How to complete this task - Exclude the pictures, then copy all remaining records exactly.

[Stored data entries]
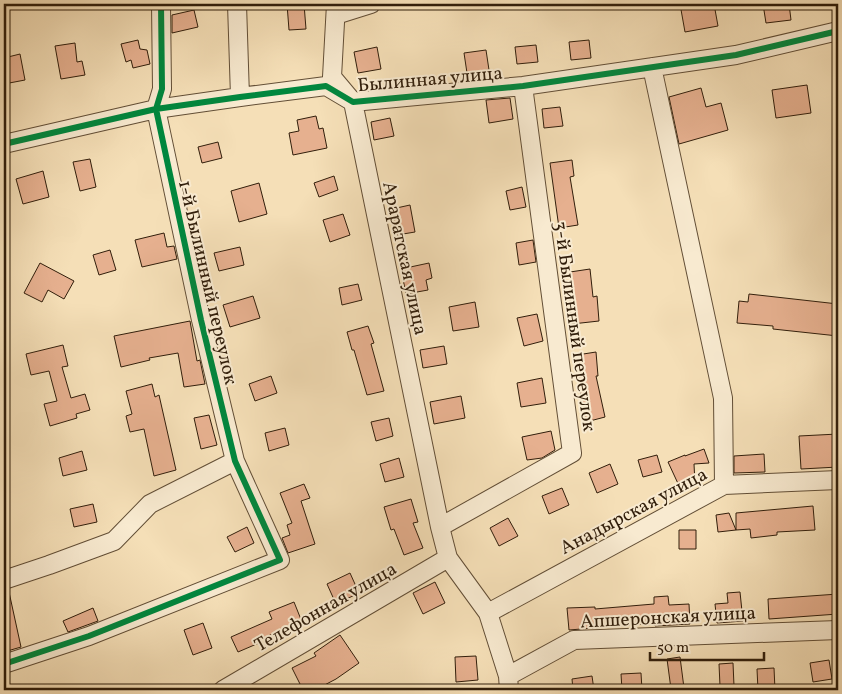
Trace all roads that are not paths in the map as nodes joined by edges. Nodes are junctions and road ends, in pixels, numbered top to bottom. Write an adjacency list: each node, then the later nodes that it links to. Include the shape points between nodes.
1 (161, 4): 10 (street, via 162,89)
2 (237, 4): 8 (street)
3 (371, 4): 4 (street)
4 (336, 10): 9 (street, Араратская улица, via 332,77)
5 (836, 31): 6 (street, Былинная улица, via 736,55)
6 (652, 67): 7 (street, Былинная улица); 14 (street, via 723,398)
7 (523, 86): 9 (street, Былинная улица); 15 (street, 3-й Былинный переулок, via 572,453)
8 (240, 97): 9 (street, Былинная улица, via 326,86); 10 (street, Былинная улица)
9 (353, 102): 15 (street, Араратская улица)
10 (156, 109): 11 (street, Былинная улица); 12 (street, 1-й Былинный переулок)
11 (4, 144)
12 (235, 460): 17 (street, via 150,504 114,541); 20 (street, 1-й Былинный переулок, via 280,560 89,636)
13 (838, 480): 14 (street, Анадырская улица)
14 (724, 485): 18 (street, Анадырская улица)
15 (440, 527): 16 (street, Араратская улица)
16 (448, 558): 18 (street); 22 (street, Телефонная улица)
17 (4, 580)
18 (488, 612): 21 (street)
19 (838, 630): 21 (street, Апшеронская улица, via 574,640)
20 (4, 664)
21 (509, 683)
22 (223, 690)

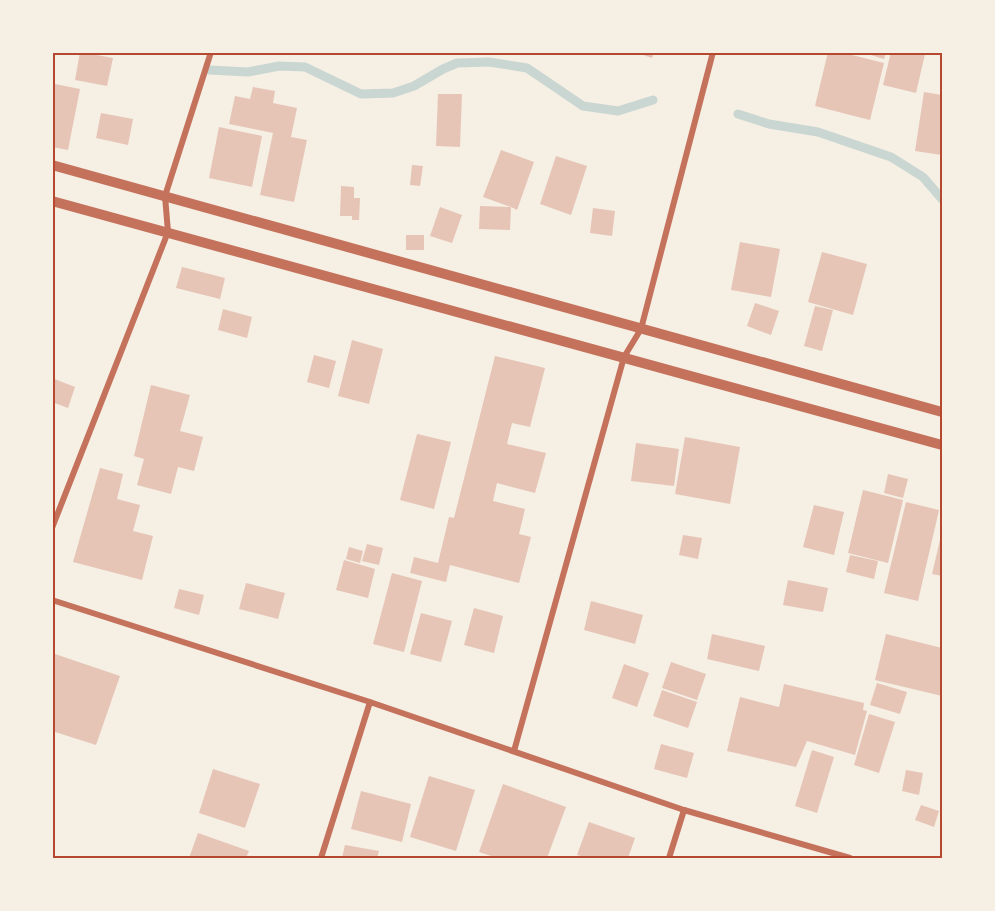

Result below -
Trace all roads that are not paths in the map as nodes joined by edges. Nodes are junctions and road ends, in pixels, numbered top to bottom. Write an adjacency list: each node, then the later nodes that it links to. Include the shape points between nodes.
1 (161, 4): 10 (street, via 162,89)
2 (237, 4): 8 (street)
3 (371, 4): 4 (street)
4 (336, 10): 9 (street, Араратская улица, via 332,77)
5 (836, 31): 6 (street, Былинная улица, via 736,55)
6 (652, 67): 7 (street, Былинная улица); 14 (street, via 723,398)
7 (523, 86): 9 (street, Былинная улица); 15 (street, 3-й Былинный переулок, via 572,453)
8 (240, 97): 9 (street, Былинная улица, via 326,86); 10 (street, Былинная улица)
9 (353, 102): 15 (street, Араратская улица)
10 (156, 109): 11 (street, Былинная улица); 12 (street, 1-й Былинный переулок)
11 (4, 144)
12 (235, 460): 17 (street, via 150,504 114,541); 20 (street, 1-й Былинный переулок, via 280,560 89,636)
13 (838, 480): 14 (street, Анадырская улица)
14 (724, 485): 18 (street, Анадырская улица)
15 (440, 527): 16 (street, Араратская улица)
16 (448, 558): 18 (street); 22 (street, Телефонная улица)
17 (4, 580)
18 (488, 612): 21 (street)
19 (838, 630): 21 (street, Апшеронская улица, via 574,640)
20 (4, 664)
21 (509, 683)
22 (223, 690)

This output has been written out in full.